Cereals and oilseeds

  Again, cereals and oilseeds are crops for which the UK is well suited. FDF members, which include cereal millers and oilseed crushers as well as users, are particularly keen to see the end of market distortions caused by official CAP support mechanisms, such as intervention, Blair House limitations for oilseeds, and set-aside. Changes to the cereal regime have been effective in reducing the role of intervention, but in some cases the farmer's incentive to grow a particular variety is not consumer oriented, but influenced by such CAP-driven considerations. FDF members would like to see:

    —  elimination of compulsory set-aside.

    —  encouragement of renewable raw materials on voluntary set-aside or on land in current use. A clear policy framework on the non-food sector is essential, that promotes these crops in the long term and provides certainty for investors. FDF notes that the Commission has just published its proposals on biofuels.

    —  Measures to eliminate the discrimination between cereals and oilseeds, including:

    1.  ending Blair House discrimination for oilseeds produced on set-aside land (ie end limitation of 1 million tones of soybeanmeal equivalent). This needs doing in the context of mandatory or voluntary set-aside;

    2.  confirming that the Blair House limitation on main oilseed acreage is no longer applicable;

    3.  reducing further the role of cereals intervention (completing the unfinished work of Agenda 2000), for example by abolishing monthly price increments;

    4.  abolishing intervention for cereals or, pending this, introducing an equivalent safety-net for oilseeds.

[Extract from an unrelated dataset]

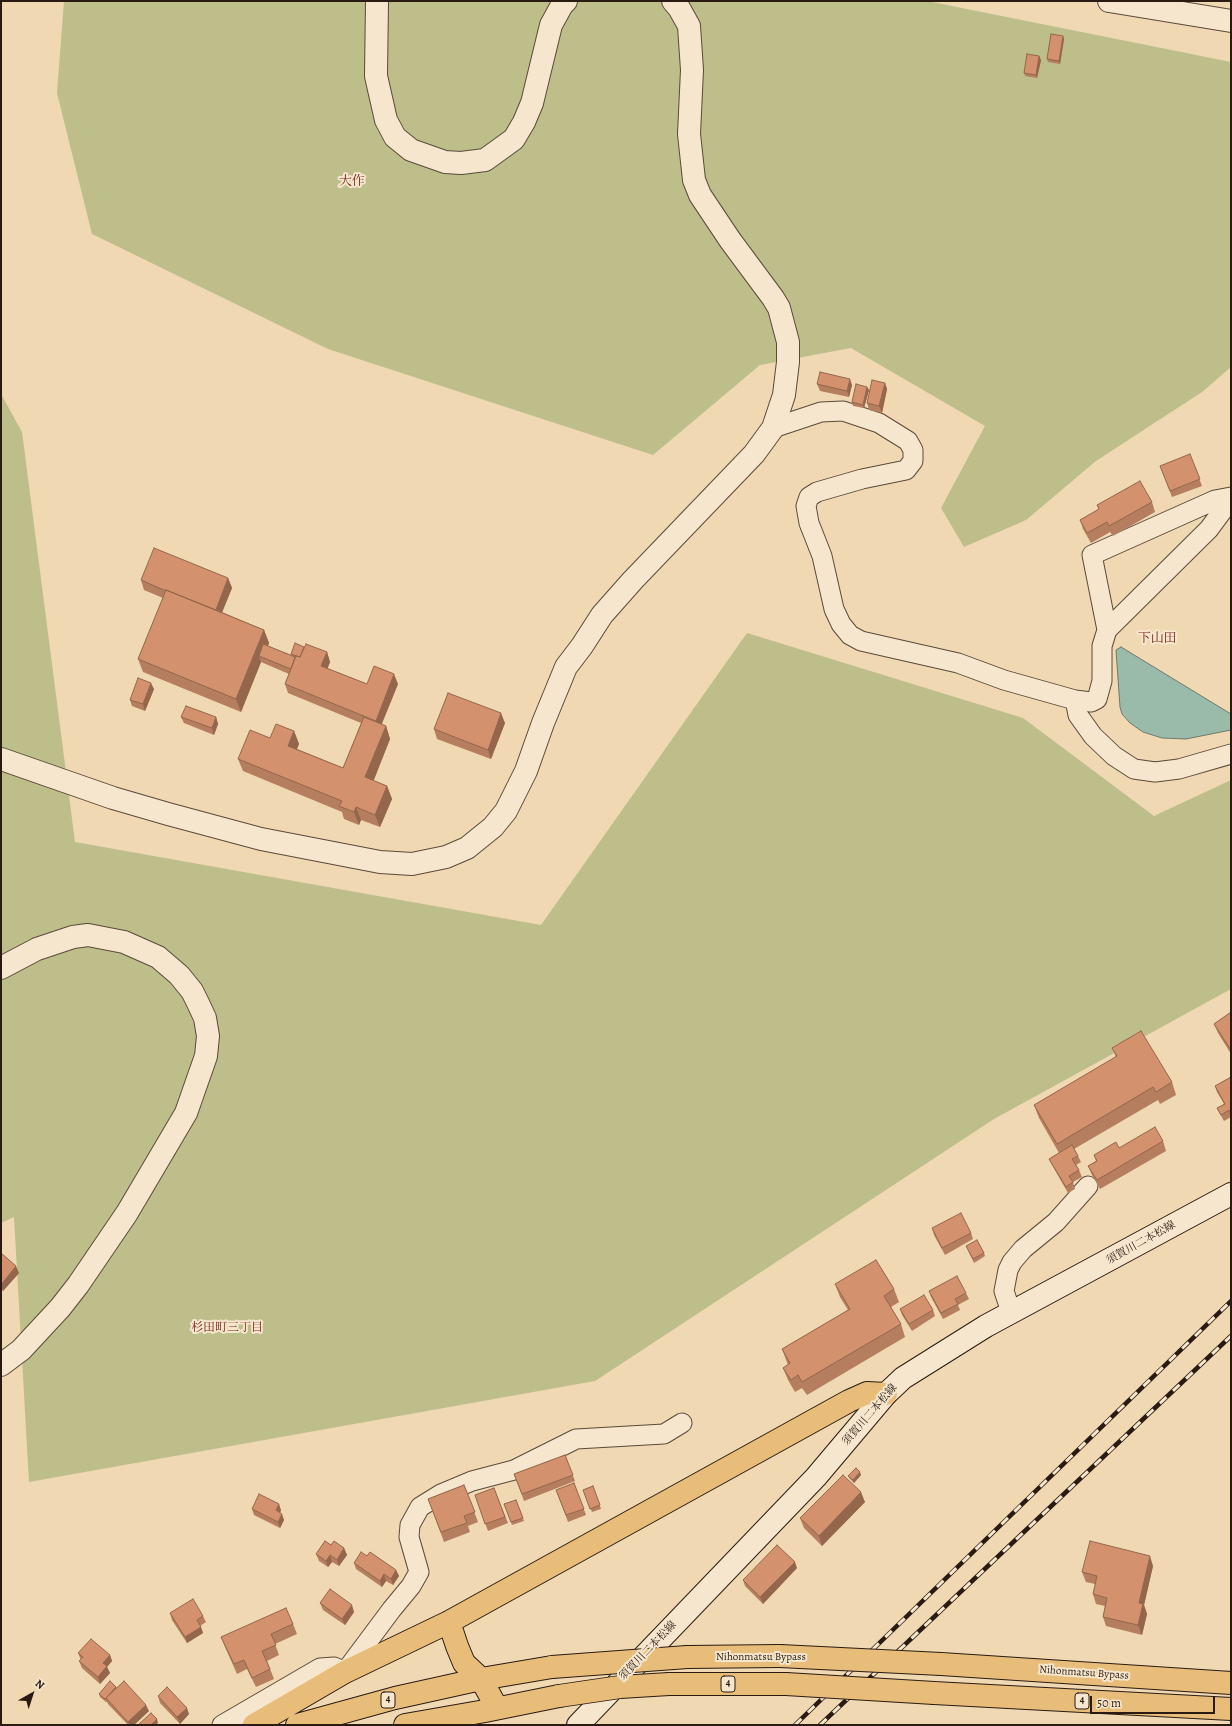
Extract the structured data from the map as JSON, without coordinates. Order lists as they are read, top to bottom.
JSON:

  However FDF members consider that compensation payments remain acceptable as these are not trade distorting.

  This is another area where transition away from the current CAP arrangements would have to be handled with extreme sensitivity, not least to allow companies, producers and markets sufficient time to adjust.

Beef

  As a result of the BSE trials and tribulations, FDF looks forward to the re-emergence of one single set of rules, EU wide, for beef and meat products, and the restoration of the Single Market in this area.

  FDF notes that it is current EU policy to reduce the price of livestock to world levels, to compensate farmers by direct subsidy, and to avoid the use of intervention, despite the fact that the use of beef intervention is widespread across the Continent, partly driven by an increase in BSE levels.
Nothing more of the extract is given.